> _Task brief_:
Each line in the data holding "Build" should be listed.
:: Dataset content ::
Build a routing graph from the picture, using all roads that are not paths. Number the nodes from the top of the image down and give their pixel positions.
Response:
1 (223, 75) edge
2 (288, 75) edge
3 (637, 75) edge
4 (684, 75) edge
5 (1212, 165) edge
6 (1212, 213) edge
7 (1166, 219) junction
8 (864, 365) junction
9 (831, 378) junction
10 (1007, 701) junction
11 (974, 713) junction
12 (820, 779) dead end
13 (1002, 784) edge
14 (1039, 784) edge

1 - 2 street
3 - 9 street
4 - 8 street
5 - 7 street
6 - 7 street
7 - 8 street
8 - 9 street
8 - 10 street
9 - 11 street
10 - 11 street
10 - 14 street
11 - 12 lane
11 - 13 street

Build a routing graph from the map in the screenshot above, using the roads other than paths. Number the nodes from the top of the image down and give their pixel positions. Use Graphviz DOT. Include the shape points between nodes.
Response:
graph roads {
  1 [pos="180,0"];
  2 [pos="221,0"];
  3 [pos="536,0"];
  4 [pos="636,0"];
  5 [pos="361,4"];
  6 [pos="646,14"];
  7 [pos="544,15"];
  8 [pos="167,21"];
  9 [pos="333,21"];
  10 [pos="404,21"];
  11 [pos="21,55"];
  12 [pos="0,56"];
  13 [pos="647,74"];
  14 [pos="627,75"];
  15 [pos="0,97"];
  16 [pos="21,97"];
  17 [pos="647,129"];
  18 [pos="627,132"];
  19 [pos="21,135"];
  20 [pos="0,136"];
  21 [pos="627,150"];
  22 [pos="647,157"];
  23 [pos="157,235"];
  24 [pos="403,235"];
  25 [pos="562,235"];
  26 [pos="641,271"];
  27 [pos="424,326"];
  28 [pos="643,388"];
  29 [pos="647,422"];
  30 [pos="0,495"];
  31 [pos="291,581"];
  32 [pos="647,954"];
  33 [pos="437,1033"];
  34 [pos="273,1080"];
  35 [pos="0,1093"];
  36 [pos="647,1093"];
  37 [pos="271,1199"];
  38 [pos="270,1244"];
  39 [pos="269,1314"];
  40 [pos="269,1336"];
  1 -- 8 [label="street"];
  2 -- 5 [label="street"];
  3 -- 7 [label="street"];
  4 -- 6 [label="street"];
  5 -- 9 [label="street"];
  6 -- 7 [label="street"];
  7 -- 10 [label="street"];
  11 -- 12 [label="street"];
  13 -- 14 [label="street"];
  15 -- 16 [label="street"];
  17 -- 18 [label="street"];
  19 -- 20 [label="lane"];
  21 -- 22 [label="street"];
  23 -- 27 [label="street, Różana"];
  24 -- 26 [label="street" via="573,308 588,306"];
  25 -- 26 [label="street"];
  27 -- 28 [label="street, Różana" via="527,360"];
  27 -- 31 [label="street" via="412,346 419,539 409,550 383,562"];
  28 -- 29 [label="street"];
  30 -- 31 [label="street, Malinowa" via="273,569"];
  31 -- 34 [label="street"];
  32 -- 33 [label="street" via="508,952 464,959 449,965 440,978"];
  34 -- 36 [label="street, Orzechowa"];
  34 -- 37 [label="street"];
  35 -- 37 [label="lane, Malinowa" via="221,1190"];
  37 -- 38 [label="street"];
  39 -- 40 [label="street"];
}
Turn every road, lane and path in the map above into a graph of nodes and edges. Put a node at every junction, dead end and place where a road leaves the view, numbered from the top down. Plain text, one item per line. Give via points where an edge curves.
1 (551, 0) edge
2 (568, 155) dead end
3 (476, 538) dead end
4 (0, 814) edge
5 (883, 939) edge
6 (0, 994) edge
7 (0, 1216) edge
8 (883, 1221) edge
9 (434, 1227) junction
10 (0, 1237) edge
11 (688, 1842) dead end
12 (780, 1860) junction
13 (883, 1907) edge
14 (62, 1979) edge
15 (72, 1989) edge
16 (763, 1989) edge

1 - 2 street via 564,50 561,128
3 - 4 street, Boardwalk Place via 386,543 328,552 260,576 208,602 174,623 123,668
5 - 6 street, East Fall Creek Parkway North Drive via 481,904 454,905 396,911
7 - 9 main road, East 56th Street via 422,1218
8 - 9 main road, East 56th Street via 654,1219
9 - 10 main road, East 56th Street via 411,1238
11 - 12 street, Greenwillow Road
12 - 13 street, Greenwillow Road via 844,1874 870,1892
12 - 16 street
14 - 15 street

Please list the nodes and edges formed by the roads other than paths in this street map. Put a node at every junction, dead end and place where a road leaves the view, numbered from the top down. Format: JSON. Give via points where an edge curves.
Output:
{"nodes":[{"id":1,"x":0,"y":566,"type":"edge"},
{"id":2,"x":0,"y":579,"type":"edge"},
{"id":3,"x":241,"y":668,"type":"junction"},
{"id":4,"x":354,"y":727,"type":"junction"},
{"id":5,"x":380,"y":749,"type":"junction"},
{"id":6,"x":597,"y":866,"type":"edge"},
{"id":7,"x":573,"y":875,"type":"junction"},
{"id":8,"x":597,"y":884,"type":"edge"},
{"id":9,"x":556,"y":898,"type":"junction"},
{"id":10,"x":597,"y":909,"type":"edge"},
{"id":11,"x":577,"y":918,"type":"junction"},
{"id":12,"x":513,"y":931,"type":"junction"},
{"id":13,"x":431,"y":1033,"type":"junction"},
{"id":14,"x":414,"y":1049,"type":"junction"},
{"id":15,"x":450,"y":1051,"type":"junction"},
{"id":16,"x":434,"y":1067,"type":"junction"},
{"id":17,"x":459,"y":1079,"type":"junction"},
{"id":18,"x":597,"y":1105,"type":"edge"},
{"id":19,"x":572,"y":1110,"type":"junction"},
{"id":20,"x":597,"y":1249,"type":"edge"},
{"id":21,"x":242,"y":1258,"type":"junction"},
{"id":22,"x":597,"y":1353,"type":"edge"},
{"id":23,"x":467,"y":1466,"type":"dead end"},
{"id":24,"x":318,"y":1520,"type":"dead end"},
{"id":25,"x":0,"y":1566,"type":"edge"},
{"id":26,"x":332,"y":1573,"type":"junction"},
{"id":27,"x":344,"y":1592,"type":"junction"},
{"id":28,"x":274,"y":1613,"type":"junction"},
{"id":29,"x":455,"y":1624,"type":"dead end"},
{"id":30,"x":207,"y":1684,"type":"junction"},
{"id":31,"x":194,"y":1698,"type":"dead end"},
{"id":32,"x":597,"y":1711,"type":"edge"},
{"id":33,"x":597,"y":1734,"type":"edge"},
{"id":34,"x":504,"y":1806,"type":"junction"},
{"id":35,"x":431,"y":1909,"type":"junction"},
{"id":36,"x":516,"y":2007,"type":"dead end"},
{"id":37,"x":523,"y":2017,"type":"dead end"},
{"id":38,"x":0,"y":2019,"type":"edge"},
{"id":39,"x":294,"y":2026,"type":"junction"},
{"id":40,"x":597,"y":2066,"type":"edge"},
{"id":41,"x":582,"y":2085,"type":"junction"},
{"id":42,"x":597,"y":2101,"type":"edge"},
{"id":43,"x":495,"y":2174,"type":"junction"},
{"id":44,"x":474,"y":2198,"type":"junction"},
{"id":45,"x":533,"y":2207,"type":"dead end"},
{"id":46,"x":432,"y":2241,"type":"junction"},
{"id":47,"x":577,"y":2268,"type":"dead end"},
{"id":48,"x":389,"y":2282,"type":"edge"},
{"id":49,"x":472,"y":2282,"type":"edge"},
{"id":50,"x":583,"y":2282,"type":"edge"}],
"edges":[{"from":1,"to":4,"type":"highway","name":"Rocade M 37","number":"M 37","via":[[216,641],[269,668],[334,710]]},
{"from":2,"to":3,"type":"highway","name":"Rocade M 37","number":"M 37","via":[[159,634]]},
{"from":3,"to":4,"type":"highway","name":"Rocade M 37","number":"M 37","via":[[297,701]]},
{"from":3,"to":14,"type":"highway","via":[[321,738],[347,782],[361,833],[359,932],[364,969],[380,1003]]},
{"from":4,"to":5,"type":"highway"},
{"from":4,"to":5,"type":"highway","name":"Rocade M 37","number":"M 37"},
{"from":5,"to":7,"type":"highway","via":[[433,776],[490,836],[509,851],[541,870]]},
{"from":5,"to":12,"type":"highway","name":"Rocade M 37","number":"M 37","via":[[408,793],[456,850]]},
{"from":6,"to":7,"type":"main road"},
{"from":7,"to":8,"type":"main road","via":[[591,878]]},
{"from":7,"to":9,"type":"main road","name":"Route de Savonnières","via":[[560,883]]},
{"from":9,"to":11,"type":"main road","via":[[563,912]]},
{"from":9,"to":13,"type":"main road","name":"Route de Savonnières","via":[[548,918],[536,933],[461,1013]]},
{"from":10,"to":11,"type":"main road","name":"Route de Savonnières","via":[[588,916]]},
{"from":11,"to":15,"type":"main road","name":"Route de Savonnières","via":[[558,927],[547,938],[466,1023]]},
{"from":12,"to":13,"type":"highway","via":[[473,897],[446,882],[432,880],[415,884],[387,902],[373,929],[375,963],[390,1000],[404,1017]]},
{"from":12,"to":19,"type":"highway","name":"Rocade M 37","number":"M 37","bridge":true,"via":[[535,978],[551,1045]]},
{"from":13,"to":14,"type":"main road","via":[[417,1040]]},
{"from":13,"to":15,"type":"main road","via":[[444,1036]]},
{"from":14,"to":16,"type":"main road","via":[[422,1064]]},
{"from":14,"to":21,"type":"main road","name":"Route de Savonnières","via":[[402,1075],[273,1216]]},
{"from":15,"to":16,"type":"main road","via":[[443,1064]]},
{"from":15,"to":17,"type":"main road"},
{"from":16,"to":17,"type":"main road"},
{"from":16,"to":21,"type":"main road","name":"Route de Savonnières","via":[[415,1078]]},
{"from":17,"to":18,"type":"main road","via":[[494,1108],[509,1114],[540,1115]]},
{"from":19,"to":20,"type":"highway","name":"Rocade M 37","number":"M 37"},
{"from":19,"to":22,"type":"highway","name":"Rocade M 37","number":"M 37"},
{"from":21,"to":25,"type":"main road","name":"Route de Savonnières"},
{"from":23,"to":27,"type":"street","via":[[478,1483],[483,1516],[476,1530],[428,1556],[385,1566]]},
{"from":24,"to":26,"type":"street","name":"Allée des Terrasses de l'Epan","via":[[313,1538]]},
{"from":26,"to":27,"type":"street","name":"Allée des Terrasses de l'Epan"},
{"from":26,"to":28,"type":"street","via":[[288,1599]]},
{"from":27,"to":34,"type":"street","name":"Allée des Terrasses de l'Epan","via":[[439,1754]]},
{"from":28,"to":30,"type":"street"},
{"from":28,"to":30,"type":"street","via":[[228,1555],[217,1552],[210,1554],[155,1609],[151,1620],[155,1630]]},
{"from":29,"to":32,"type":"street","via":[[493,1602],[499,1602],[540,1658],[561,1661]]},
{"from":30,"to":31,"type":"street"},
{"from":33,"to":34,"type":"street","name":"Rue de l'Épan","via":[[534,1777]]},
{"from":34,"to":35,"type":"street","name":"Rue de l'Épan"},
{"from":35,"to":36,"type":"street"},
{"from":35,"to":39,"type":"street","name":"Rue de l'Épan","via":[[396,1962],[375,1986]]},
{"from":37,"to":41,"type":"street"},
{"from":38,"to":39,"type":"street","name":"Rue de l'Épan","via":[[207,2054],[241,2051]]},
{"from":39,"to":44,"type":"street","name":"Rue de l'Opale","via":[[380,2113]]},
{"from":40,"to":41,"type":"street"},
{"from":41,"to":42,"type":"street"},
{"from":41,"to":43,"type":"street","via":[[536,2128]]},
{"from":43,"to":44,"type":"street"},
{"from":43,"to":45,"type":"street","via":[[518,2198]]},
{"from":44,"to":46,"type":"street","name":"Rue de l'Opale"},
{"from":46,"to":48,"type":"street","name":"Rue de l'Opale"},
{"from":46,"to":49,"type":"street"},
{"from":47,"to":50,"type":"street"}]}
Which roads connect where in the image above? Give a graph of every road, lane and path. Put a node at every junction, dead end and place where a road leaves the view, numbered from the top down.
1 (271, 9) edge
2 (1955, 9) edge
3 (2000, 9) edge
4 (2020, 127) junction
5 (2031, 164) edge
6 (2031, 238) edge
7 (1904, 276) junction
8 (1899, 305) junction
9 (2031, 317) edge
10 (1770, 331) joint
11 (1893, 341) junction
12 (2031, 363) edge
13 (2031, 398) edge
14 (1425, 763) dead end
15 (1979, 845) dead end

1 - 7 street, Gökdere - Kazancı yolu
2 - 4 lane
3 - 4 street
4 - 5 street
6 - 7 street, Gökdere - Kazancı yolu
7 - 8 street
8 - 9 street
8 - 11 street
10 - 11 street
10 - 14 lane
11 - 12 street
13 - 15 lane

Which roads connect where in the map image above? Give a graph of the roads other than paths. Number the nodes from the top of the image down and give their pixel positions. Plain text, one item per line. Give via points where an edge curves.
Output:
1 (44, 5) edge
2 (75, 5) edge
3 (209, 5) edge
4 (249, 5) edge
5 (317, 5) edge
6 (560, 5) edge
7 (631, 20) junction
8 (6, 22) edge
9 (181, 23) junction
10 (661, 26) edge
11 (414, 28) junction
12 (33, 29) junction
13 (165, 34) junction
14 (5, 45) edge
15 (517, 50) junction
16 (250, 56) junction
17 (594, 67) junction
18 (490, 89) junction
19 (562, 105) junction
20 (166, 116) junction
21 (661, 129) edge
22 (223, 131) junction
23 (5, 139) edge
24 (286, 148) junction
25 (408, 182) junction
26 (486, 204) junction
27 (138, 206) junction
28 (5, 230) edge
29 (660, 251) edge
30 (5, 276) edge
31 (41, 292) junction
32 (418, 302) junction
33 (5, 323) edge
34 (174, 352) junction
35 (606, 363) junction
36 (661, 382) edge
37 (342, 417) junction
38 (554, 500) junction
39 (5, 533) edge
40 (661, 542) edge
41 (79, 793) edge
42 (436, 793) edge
:::
> _Answer to the problem_:
Build a routing graph from the picture, using all roads that are not paths. Number the nodes from the top of the image down and give their pixel positions.
Build a routing graph from the map in the screenshot above, using the roads other than paths. Number the nodes from the top of the image down and give their pixel positions. Use Graphviz DOT. Include the shape points between nodes.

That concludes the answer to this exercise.